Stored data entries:
◆ ◆ ◆ ◆

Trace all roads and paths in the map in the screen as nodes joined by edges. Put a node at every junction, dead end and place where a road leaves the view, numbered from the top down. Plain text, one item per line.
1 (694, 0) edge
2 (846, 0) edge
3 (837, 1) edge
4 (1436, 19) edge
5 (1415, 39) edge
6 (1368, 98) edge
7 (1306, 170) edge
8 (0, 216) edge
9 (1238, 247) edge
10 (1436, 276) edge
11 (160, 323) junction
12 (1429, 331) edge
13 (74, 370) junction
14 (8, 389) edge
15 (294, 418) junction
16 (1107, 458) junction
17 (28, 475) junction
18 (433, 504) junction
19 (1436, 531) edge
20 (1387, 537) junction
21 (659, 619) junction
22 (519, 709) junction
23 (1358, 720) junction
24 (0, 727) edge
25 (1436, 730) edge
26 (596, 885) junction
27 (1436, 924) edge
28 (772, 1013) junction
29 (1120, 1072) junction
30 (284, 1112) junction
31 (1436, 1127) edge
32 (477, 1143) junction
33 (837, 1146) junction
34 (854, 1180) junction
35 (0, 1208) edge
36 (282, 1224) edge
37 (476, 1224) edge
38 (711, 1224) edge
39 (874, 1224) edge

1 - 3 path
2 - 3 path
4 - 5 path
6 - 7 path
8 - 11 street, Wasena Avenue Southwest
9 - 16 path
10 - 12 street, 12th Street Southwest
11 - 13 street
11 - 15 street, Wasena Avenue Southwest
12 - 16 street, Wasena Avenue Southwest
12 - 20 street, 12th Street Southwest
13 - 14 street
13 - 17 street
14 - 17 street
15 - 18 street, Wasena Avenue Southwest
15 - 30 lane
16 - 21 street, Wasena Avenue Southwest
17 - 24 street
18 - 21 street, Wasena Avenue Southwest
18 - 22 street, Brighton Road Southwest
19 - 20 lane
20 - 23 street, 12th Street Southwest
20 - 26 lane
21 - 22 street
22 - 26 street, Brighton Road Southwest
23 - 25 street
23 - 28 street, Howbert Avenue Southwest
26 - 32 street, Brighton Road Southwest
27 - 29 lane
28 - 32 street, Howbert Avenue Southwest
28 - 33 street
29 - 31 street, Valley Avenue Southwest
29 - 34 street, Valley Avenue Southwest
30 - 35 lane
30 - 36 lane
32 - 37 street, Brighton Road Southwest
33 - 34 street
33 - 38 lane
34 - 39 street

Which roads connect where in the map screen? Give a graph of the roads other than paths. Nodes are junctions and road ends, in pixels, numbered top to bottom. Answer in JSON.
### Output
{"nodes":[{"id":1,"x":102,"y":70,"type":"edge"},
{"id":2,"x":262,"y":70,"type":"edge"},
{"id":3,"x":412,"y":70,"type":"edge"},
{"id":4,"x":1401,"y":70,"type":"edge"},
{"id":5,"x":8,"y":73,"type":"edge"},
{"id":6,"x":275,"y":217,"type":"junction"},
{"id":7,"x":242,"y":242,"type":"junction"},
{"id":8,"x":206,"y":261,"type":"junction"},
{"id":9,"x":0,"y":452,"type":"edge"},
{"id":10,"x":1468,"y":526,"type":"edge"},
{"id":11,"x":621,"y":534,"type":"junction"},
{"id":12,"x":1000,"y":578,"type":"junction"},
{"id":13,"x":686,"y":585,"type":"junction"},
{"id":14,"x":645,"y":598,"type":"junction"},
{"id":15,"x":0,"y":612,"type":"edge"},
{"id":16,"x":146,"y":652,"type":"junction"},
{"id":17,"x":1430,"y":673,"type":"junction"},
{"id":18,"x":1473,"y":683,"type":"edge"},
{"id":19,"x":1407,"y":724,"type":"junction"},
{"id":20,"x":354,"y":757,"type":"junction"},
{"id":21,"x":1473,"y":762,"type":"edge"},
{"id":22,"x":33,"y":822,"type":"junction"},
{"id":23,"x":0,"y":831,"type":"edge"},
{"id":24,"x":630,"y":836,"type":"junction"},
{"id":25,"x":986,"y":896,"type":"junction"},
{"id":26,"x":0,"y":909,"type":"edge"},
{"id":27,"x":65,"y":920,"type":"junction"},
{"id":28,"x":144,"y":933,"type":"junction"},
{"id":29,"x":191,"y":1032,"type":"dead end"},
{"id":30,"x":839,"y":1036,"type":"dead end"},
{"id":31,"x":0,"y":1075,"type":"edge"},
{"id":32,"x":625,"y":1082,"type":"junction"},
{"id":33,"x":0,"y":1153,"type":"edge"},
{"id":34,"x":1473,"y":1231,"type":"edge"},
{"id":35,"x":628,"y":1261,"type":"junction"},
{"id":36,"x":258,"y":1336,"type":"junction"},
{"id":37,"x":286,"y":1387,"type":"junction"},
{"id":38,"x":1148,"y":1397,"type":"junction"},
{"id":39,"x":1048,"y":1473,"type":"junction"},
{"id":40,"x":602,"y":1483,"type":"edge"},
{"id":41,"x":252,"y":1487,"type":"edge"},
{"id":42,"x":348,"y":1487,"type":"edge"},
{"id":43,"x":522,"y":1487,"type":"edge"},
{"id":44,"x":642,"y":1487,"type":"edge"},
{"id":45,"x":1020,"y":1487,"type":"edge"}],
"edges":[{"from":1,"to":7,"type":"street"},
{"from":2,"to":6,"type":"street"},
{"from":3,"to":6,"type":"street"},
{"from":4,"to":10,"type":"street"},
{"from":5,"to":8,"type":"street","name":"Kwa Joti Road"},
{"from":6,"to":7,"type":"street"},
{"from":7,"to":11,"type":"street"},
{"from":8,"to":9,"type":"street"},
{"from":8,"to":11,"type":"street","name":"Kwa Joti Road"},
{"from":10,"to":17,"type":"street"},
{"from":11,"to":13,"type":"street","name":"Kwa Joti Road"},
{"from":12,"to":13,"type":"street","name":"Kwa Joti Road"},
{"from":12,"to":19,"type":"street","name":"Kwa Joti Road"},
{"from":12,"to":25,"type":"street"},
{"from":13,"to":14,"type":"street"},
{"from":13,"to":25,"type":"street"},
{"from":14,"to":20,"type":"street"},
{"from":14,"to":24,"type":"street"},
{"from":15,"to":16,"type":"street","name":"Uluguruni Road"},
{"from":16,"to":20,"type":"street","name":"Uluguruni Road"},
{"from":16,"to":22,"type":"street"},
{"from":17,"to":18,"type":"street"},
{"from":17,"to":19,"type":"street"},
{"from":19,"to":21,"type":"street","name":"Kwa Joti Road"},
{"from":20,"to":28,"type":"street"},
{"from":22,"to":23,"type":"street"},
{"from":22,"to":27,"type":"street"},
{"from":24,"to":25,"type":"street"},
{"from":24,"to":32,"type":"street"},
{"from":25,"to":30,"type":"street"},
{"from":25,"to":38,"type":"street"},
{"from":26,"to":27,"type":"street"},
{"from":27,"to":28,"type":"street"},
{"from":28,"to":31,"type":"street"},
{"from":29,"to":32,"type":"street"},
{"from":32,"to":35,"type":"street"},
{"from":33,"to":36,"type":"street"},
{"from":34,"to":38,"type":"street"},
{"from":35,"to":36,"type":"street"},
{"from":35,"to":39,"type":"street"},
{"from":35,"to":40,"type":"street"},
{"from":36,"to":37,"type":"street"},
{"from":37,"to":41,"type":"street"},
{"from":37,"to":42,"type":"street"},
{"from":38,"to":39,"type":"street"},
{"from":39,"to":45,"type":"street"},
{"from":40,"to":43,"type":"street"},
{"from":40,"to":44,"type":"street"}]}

◆ ◆ ◆ ◆

Give back the entries exactly. Omit none of them.

Trace all roads and paths in the map in the screen as nodes joined by edges. Put a node at every junction, dead end and place where a road leaves the view, numbered from the top down. Plain text, one item per line.
1 (694, 0) edge
2 (846, 0) edge
3 (837, 1) edge
4 (1436, 19) edge
5 (1415, 39) edge
6 (1368, 98) edge
7 (1306, 170) edge
8 (0, 216) edge
9 (1238, 247) edge
10 (1436, 276) edge
11 (160, 323) junction
12 (1429, 331) edge
13 (74, 370) junction
14 (8, 389) edge
15 (294, 418) junction
16 (1107, 458) junction
17 (28, 475) junction
18 (433, 504) junction
19 (1436, 531) edge
20 (1387, 537) junction
21 (659, 619) junction
22 (519, 709) junction
23 (1358, 720) junction
24 (0, 727) edge
25 (1436, 730) edge
26 (596, 885) junction
27 (1436, 924) edge
28 (772, 1013) junction
29 (1120, 1072) junction
30 (284, 1112) junction
31 (1436, 1127) edge
32 (477, 1143) junction
33 (837, 1146) junction
34 (854, 1180) junction
35 (0, 1208) edge
36 (282, 1224) edge
37 (476, 1224) edge
38 (711, 1224) edge
39 (874, 1224) edge

1 - 3 path
2 - 3 path
4 - 5 path
6 - 7 path
8 - 11 street, Wasena Avenue Southwest
9 - 16 path
10 - 12 street, 12th Street Southwest
11 - 13 street
11 - 15 street, Wasena Avenue Southwest
12 - 16 street, Wasena Avenue Southwest
12 - 20 street, 12th Street Southwest
13 - 14 street
13 - 17 street
14 - 17 street
15 - 18 street, Wasena Avenue Southwest
15 - 30 lane
16 - 21 street, Wasena Avenue Southwest
17 - 24 street
18 - 21 street, Wasena Avenue Southwest
18 - 22 street, Brighton Road Southwest
19 - 20 lane
20 - 23 street, 12th Street Southwest
20 - 26 lane
21 - 22 street
22 - 26 street, Brighton Road Southwest
23 - 25 street
23 - 28 street, Howbert Avenue Southwest
26 - 32 street, Brighton Road Southwest
27 - 29 lane
28 - 32 street, Howbert Avenue Southwest
28 - 33 street
29 - 31 street, Valley Avenue Southwest
29 - 34 street, Valley Avenue Southwest
30 - 35 lane
30 - 36 lane
32 - 37 street, Brighton Road Southwest
33 - 34 street
33 - 38 lane
34 - 39 street

Which roads connect where in the map screen? Give a graph of the roads other than paths. Nodes are junctions and road ends, in pixels, numbered top to bottom. Answer in JSON.
### Output
{"nodes":[{"id":1,"x":102,"y":70,"type":"edge"},
{"id":2,"x":262,"y":70,"type":"edge"},
{"id":3,"x":412,"y":70,"type":"edge"},
{"id":4,"x":1401,"y":70,"type":"edge"},
{"id":5,"x":8,"y":73,"type":"edge"},
{"id":6,"x":275,"y":217,"type":"junction"},
{"id":7,"x":242,"y":242,"type":"junction"},
{"id":8,"x":206,"y":261,"type":"junction"},
{"id":9,"x":0,"y":452,"type":"edge"},
{"id":10,"x":1468,"y":526,"type":"edge"},
{"id":11,"x":621,"y":534,"type":"junction"},
{"id":12,"x":1000,"y":578,"type":"junction"},
{"id":13,"x":686,"y":585,"type":"junction"},
{"id":14,"x":645,"y":598,"type":"junction"},
{"id":15,"x":0,"y":612,"type":"edge"},
{"id":16,"x":146,"y":652,"type":"junction"},
{"id":17,"x":1430,"y":673,"type":"junction"},
{"id":18,"x":1473,"y":683,"type":"edge"},
{"id":19,"x":1407,"y":724,"type":"junction"},
{"id":20,"x":354,"y":757,"type":"junction"},
{"id":21,"x":1473,"y":762,"type":"edge"},
{"id":22,"x":33,"y":822,"type":"junction"},
{"id":23,"x":0,"y":831,"type":"edge"},
{"id":24,"x":630,"y":836,"type":"junction"},
{"id":25,"x":986,"y":896,"type":"junction"},
{"id":26,"x":0,"y":909,"type":"edge"},
{"id":27,"x":65,"y":920,"type":"junction"},
{"id":28,"x":144,"y":933,"type":"junction"},
{"id":29,"x":191,"y":1032,"type":"dead end"},
{"id":30,"x":839,"y":1036,"type":"dead end"},
{"id":31,"x":0,"y":1075,"type":"edge"},
{"id":32,"x":625,"y":1082,"type":"junction"},
{"id":33,"x":0,"y":1153,"type":"edge"},
{"id":34,"x":1473,"y":1231,"type":"edge"},
{"id":35,"x":628,"y":1261,"type":"junction"},
{"id":36,"x":258,"y":1336,"type":"junction"},
{"id":37,"x":286,"y":1387,"type":"junction"},
{"id":38,"x":1148,"y":1397,"type":"junction"},
{"id":39,"x":1048,"y":1473,"type":"junction"},
{"id":40,"x":602,"y":1483,"type":"edge"},
{"id":41,"x":252,"y":1487,"type":"edge"},
{"id":42,"x":348,"y":1487,"type":"edge"},
{"id":43,"x":522,"y":1487,"type":"edge"},
{"id":44,"x":642,"y":1487,"type":"edge"},
{"id":45,"x":1020,"y":1487,"type":"edge"}],
"edges":[{"from":1,"to":7,"type":"street"},
{"from":2,"to":6,"type":"street"},
{"from":3,"to":6,"type":"street"},
{"from":4,"to":10,"type":"street"},
{"from":5,"to":8,"type":"street","name":"Kwa Joti Road"},
{"from":6,"to":7,"type":"street"},
{"from":7,"to":11,"type":"street"},
{"from":8,"to":9,"type":"street"},
{"from":8,"to":11,"type":"street","name":"Kwa Joti Road"},
{"from":10,"to":17,"type":"street"},
{"from":11,"to":13,"type":"street","name":"Kwa Joti Road"},
{"from":12,"to":13,"type":"street","name":"Kwa Joti Road"},
{"from":12,"to":19,"type":"street","name":"Kwa Joti Road"},
{"from":12,"to":25,"type":"street"},
{"from":13,"to":14,"type":"street"},
{"from":13,"to":25,"type":"street"},
{"from":14,"to":20,"type":"street"},
{"from":14,"to":24,"type":"street"},
{"from":15,"to":16,"type":"street","name":"Uluguruni Road"},
{"from":16,"to":20,"type":"street","name":"Uluguruni Road"},
{"from":16,"to":22,"type":"street"},
{"from":17,"to":18,"type":"street"},
{"from":17,"to":19,"type":"street"},
{"from":19,"to":21,"type":"street","name":"Kwa Joti Road"},
{"from":20,"to":28,"type":"street"},
{"from":22,"to":23,"type":"street"},
{"from":22,"to":27,"type":"street"},
{"from":24,"to":25,"type":"street"},
{"from":24,"to":32,"type":"street"},
{"from":25,"to":30,"type":"street"},
{"from":25,"to":38,"type":"street"},
{"from":26,"to":27,"type":"street"},
{"from":27,"to":28,"type":"street"},
{"from":28,"to":31,"type":"street"},
{"from":29,"to":32,"type":"street"},
{"from":32,"to":35,"type":"street"},
{"from":33,"to":36,"type":"street"},
{"from":34,"to":38,"type":"street"},
{"from":35,"to":36,"type":"street"},
{"from":35,"to":39,"type":"street"},
{"from":35,"to":40,"type":"street"},
{"from":36,"to":37,"type":"street"},
{"from":37,"to":41,"type":"street"},
{"from":37,"to":42,"type":"street"},
{"from":38,"to":39,"type":"street"},
{"from":39,"to":45,"type":"street"},
{"from":40,"to":43,"type":"street"},
{"from":40,"to":44,"type":"street"}]}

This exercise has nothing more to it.